-
Notifications
You must be signed in to change notification settings - Fork 116
Description
Axon.container let's us return a map of multiple outputs. For example most of the models in Bumblebee do this. %{logits: ..., encoder_hidden_state: ...}, but I have found that this can cause issues in quite a few places. One is Axon.Display.as_table which doesn't seem to handle maps/containers or Axon.None. And the other is Axon.Loop.validate. In the Axon.Loop.eval_step function it takes the model output and passes it directly into Nx.type/1 and Nx.shape/1 which both don't handle maps/containers.
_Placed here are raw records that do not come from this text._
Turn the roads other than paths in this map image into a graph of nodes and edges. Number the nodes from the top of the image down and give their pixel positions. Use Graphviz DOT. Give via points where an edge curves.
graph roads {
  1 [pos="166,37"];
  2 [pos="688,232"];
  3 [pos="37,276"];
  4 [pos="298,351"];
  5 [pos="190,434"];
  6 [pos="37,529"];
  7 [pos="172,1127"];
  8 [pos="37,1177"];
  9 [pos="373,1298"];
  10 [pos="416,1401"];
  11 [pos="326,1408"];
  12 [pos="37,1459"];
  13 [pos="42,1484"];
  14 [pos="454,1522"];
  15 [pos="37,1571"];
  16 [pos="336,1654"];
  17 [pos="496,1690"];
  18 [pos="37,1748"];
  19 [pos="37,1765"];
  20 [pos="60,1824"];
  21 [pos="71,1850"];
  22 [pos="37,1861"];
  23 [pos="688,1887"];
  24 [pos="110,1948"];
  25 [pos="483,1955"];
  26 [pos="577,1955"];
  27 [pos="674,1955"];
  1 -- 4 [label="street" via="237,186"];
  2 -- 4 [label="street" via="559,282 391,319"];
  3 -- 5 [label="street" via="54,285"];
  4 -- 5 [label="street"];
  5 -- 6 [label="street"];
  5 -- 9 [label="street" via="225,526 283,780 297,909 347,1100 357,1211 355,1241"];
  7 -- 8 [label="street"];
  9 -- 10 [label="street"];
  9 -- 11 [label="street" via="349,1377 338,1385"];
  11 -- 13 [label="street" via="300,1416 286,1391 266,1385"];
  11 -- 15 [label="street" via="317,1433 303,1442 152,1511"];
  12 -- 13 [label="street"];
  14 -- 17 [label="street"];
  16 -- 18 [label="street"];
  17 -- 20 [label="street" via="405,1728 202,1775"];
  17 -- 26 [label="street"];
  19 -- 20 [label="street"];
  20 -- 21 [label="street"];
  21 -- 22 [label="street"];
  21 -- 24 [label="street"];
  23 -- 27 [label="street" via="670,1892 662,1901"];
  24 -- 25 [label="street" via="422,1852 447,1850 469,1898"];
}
I'm a little unclear here why this init function can't just return the model output directly. It seems to try to recreate the shape of the models output with all zeros, but only handles outputs that are a tensor. Forgive my ignorance if there's something I'm missing, but can't this just be reduced from:
{inp, tar}, state ->
# TODO: Is this expensive
output = forward_model_fn.(state, inp)
output_type = Nx.type(output)
output_shape = Nx.shape(output)
y_pred = Nx.broadcast(Nx.tensor(0, type: output_type), output_shape)
%{
model_state: state,
y_true: zeros_like(tar),
y_pred: y_pred
}to:
{inp, tar}, state ->
# TODO: Is this expensive
output = forward_model_fn.(state, inp)
%{
model_state: state,
y_true: zeros_like(tar),
y_pred: output
}I'm happy to write up a PR if this idea seems reasonable, but admittedly my knowledge of the codebase and the repercussions of this change is close to zero.